What is expected: Scan the records below. List lines holding "REAY".

[[ Data under study open ]]

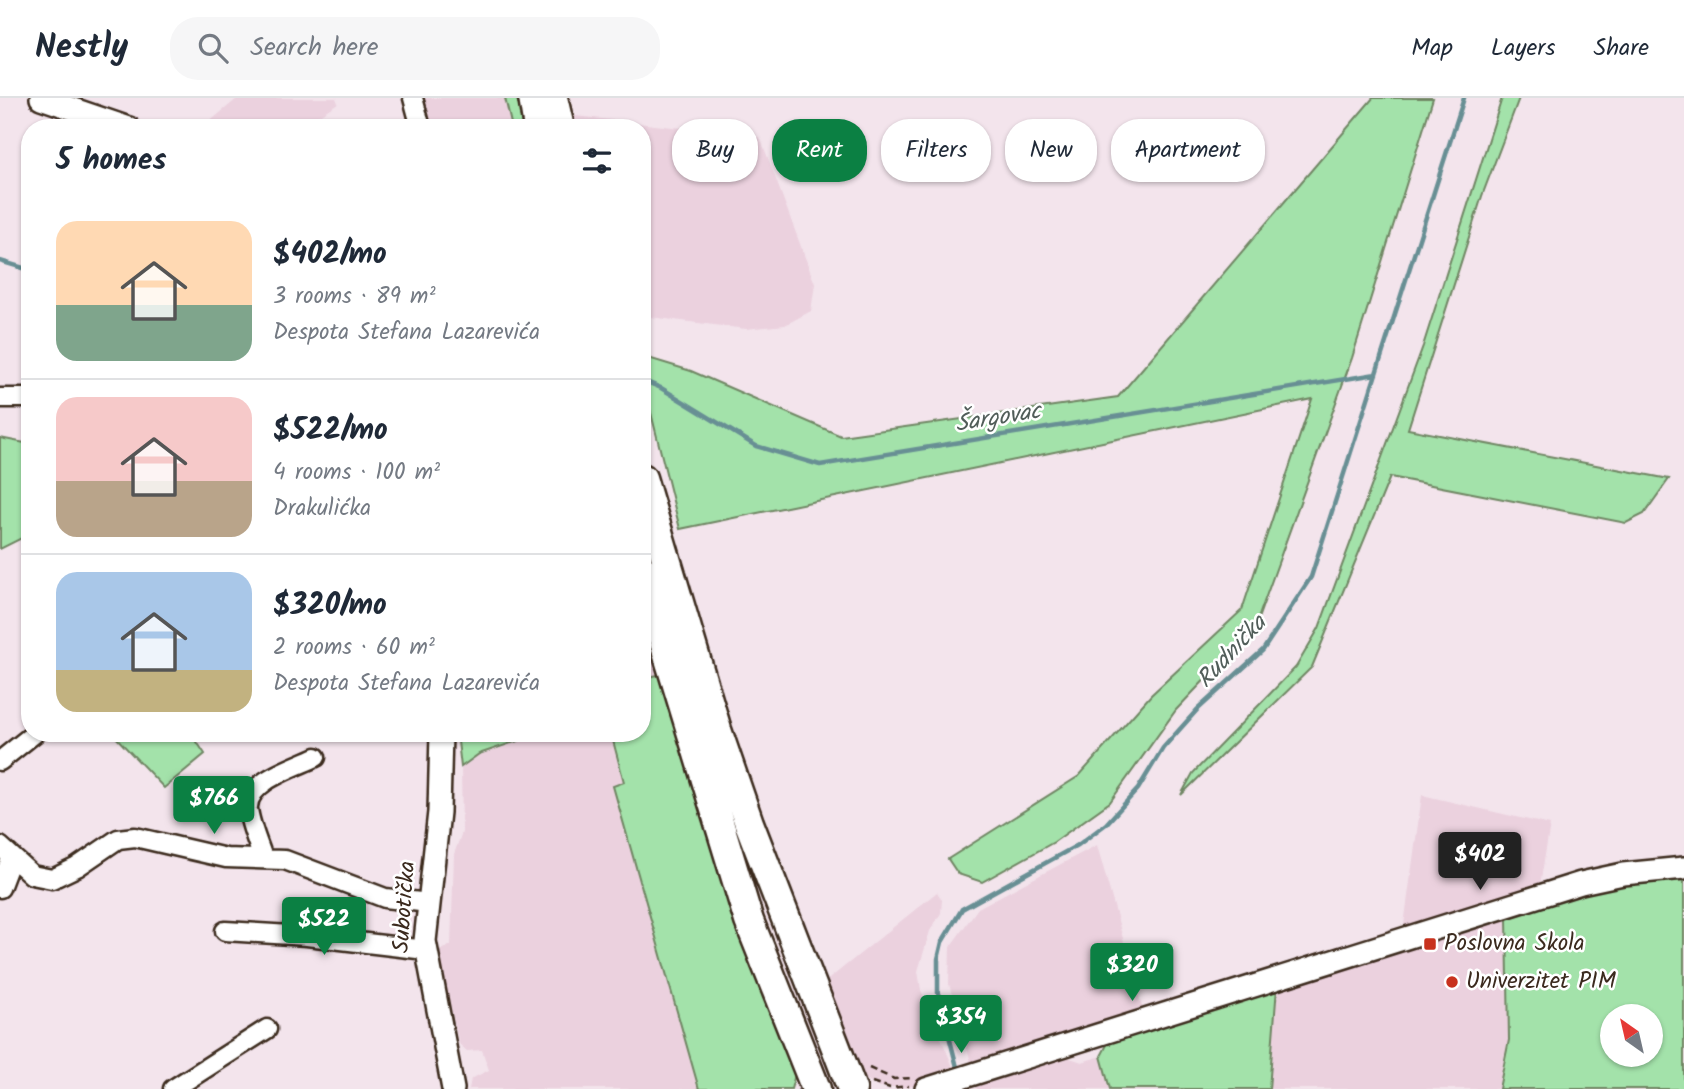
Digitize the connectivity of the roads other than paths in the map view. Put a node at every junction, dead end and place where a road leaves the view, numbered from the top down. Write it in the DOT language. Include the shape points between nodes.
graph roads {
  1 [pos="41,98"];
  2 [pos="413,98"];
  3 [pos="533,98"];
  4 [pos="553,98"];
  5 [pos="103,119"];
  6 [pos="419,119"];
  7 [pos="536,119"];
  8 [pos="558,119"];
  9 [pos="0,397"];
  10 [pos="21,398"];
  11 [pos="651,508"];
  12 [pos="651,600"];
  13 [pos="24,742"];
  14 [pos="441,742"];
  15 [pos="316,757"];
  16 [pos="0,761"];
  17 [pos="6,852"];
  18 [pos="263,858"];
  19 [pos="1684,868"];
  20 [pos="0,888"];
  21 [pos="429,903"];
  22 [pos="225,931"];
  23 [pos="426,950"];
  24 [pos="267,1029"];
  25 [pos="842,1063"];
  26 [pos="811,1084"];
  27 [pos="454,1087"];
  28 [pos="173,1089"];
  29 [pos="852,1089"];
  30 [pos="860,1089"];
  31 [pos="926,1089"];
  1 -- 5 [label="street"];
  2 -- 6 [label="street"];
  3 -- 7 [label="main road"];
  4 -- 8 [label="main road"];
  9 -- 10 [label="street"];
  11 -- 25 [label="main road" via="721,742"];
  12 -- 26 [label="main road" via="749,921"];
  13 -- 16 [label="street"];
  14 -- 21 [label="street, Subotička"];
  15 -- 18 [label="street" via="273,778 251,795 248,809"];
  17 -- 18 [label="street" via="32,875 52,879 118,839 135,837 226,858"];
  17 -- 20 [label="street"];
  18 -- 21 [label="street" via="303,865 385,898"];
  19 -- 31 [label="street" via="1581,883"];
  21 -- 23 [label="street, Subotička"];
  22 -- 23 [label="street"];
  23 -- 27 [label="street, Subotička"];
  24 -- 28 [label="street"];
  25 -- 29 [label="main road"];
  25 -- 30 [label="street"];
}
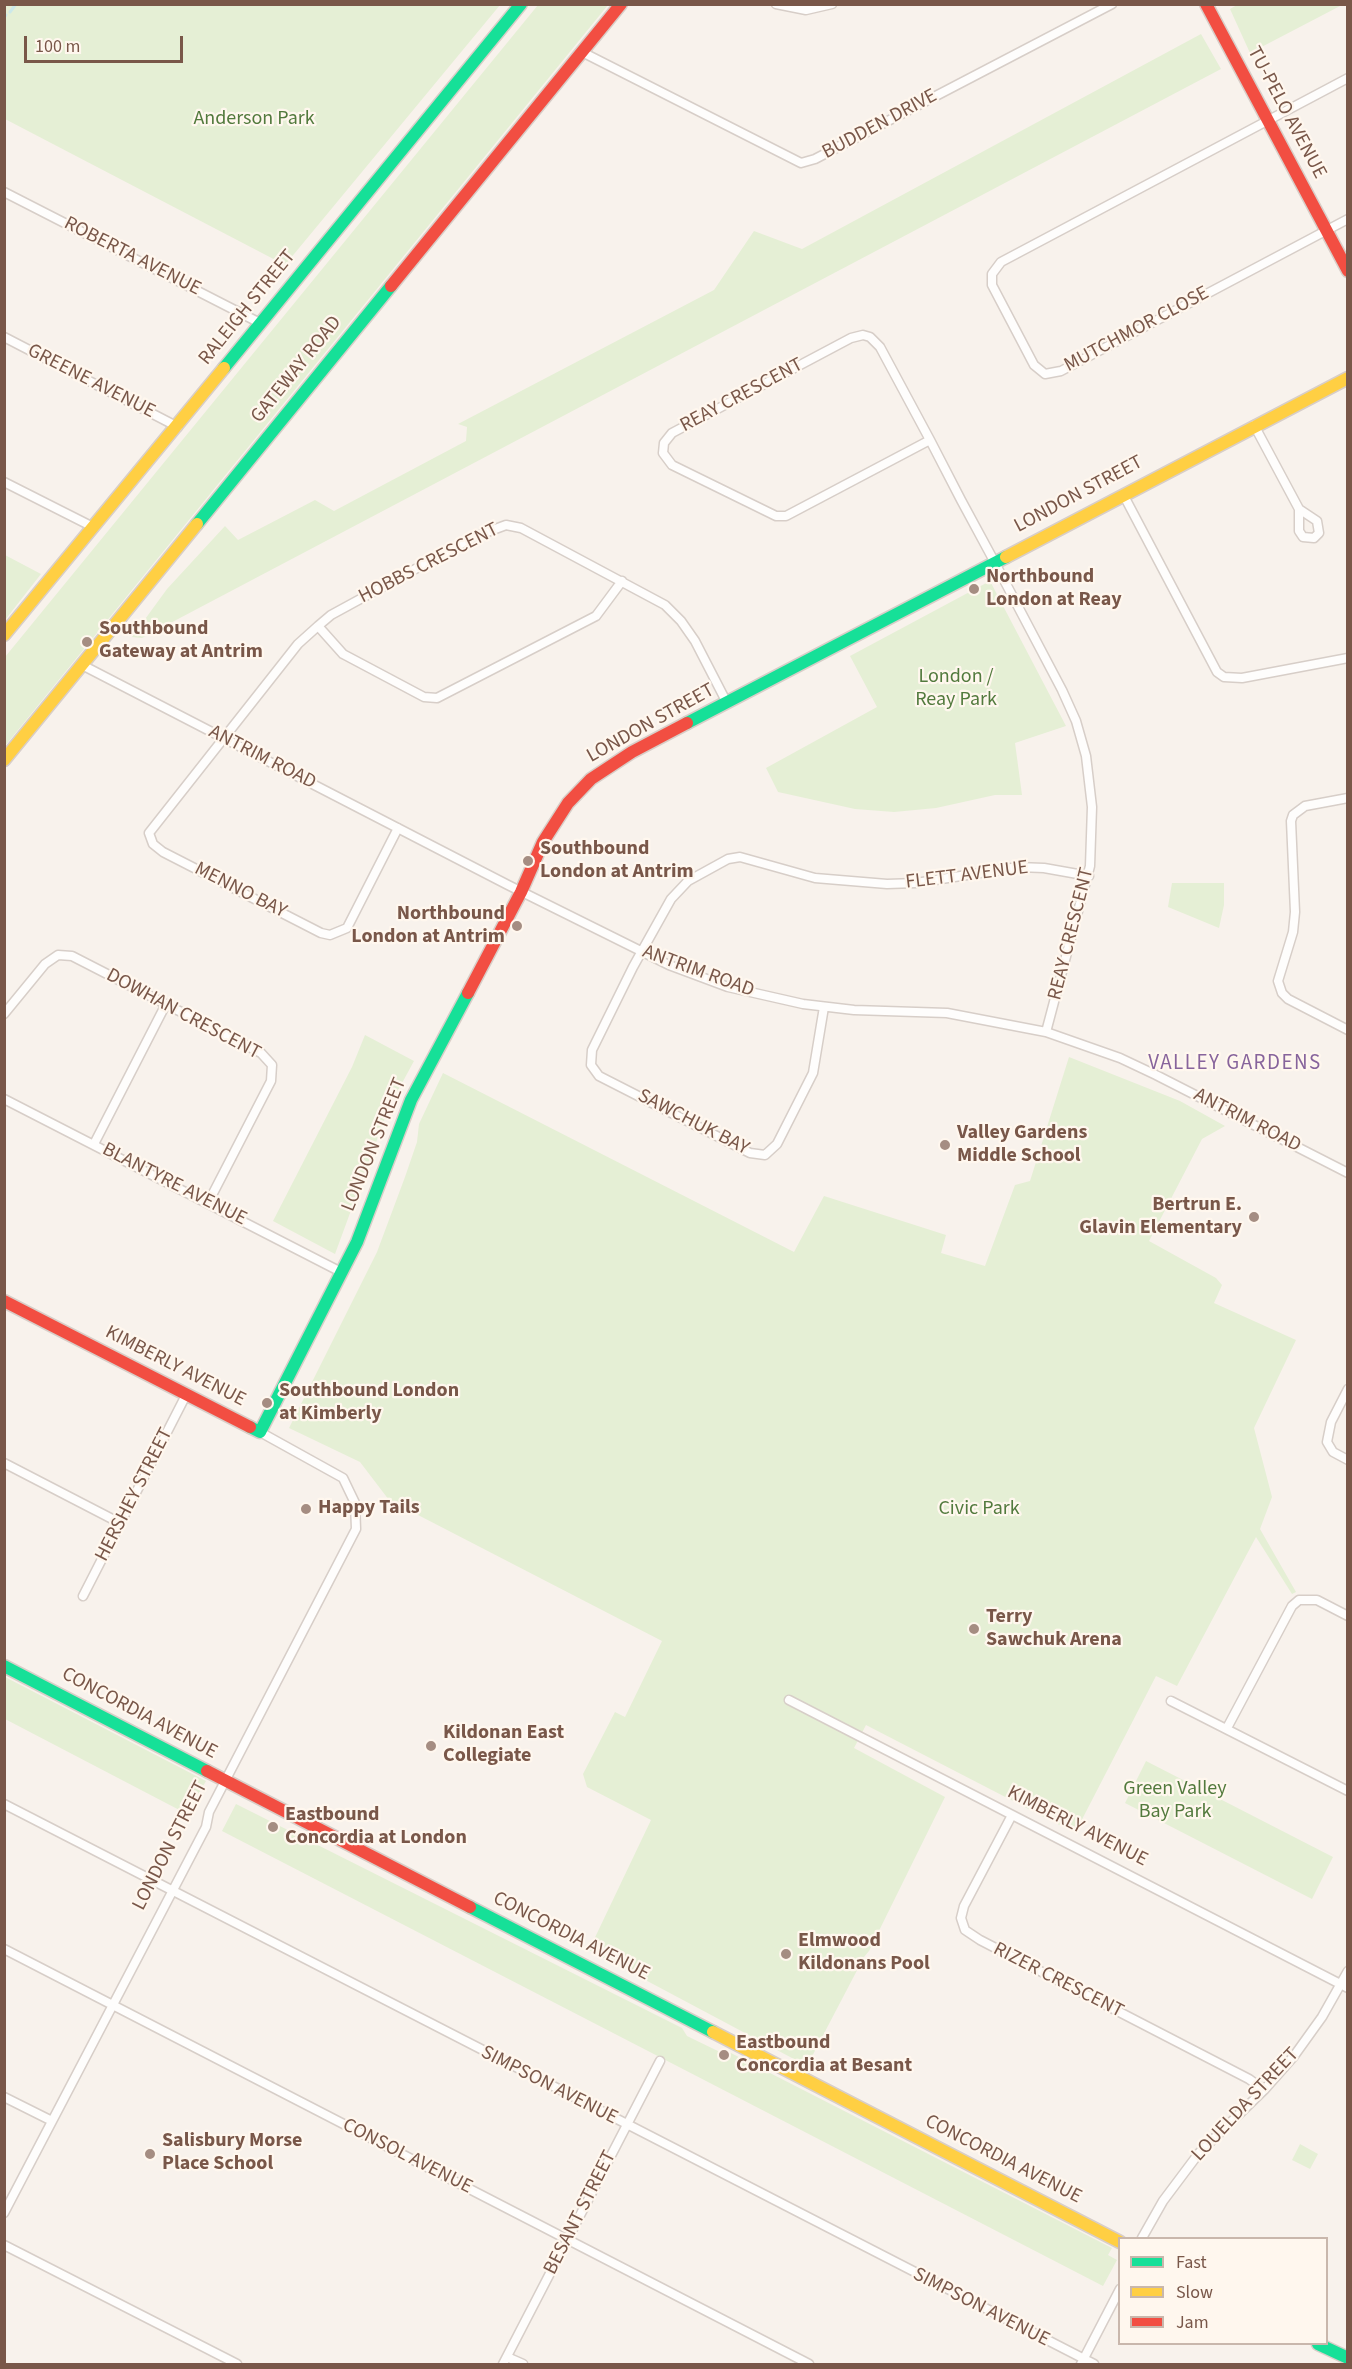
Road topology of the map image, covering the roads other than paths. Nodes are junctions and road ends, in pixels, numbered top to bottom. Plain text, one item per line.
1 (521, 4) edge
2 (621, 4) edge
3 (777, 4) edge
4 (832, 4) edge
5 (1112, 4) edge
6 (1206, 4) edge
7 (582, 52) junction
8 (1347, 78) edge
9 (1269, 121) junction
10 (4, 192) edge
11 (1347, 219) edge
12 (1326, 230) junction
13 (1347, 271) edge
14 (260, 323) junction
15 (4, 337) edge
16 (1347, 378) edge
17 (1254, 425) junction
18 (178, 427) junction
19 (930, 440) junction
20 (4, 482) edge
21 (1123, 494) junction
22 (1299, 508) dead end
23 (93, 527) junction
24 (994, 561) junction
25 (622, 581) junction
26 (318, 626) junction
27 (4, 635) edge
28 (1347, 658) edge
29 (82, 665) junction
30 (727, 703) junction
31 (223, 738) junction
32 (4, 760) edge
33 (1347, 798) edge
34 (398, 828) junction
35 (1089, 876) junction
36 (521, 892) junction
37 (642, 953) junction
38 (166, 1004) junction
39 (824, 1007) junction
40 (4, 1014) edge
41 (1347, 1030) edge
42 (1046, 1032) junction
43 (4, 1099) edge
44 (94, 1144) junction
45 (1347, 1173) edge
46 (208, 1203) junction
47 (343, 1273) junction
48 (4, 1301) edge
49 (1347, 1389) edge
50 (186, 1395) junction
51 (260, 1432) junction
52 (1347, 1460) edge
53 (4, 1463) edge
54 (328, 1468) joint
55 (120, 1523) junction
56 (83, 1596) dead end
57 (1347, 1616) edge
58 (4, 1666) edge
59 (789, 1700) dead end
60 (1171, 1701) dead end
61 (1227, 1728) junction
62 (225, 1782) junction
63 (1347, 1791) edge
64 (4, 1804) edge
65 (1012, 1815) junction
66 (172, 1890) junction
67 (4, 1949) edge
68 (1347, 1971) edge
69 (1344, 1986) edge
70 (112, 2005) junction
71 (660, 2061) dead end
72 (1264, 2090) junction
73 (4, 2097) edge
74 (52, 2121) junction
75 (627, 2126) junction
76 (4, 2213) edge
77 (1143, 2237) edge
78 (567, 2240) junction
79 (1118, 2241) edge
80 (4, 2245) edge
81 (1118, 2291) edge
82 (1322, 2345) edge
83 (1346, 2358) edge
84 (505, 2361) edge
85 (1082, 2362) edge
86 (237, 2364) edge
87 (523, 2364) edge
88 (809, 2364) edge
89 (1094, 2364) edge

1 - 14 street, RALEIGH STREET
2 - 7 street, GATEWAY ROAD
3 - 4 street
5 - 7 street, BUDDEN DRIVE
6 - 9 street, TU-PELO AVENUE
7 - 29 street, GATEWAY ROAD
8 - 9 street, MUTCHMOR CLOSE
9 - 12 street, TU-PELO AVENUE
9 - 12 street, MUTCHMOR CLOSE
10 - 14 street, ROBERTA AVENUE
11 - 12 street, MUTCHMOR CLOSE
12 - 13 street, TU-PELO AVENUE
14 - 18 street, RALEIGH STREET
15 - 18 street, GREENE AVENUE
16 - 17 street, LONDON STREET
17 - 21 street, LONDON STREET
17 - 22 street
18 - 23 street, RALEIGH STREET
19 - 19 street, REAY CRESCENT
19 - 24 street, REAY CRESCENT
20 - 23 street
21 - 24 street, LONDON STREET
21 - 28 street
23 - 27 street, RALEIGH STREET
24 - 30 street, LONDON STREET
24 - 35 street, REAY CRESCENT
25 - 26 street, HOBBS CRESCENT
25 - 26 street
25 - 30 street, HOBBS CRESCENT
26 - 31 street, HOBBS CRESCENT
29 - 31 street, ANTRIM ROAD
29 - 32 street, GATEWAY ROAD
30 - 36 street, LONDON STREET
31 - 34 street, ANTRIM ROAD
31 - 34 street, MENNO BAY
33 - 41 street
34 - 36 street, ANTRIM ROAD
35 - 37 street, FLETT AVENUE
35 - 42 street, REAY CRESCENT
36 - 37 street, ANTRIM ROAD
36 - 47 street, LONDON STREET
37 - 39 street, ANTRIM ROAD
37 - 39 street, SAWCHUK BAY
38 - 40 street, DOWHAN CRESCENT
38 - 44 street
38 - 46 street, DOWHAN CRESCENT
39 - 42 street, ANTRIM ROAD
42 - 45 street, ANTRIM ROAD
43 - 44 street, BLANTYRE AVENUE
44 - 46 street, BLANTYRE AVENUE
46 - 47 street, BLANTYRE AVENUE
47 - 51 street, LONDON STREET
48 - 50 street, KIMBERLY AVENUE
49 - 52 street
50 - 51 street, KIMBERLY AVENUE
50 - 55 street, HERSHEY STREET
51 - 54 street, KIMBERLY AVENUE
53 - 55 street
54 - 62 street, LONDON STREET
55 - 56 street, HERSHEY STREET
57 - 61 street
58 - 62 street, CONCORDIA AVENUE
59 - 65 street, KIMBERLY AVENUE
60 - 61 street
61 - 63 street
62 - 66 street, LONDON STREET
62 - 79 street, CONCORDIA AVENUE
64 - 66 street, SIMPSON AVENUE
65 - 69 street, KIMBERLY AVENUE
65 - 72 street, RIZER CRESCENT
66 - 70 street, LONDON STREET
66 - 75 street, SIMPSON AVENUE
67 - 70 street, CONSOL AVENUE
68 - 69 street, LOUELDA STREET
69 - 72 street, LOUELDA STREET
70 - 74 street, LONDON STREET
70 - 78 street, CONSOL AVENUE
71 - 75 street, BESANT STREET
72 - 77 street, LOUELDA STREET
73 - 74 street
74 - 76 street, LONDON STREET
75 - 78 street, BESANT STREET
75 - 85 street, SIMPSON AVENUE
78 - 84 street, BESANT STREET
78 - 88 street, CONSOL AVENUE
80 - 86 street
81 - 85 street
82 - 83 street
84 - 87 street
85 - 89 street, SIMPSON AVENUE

[[ Data under study closed ]]

Answer box:
19 - 19 street, REAY CRESCENT
19 - 24 street, REAY CRESCENT
24 - 35 street, REAY CRESCENT
35 - 42 street, REAY CRESCENT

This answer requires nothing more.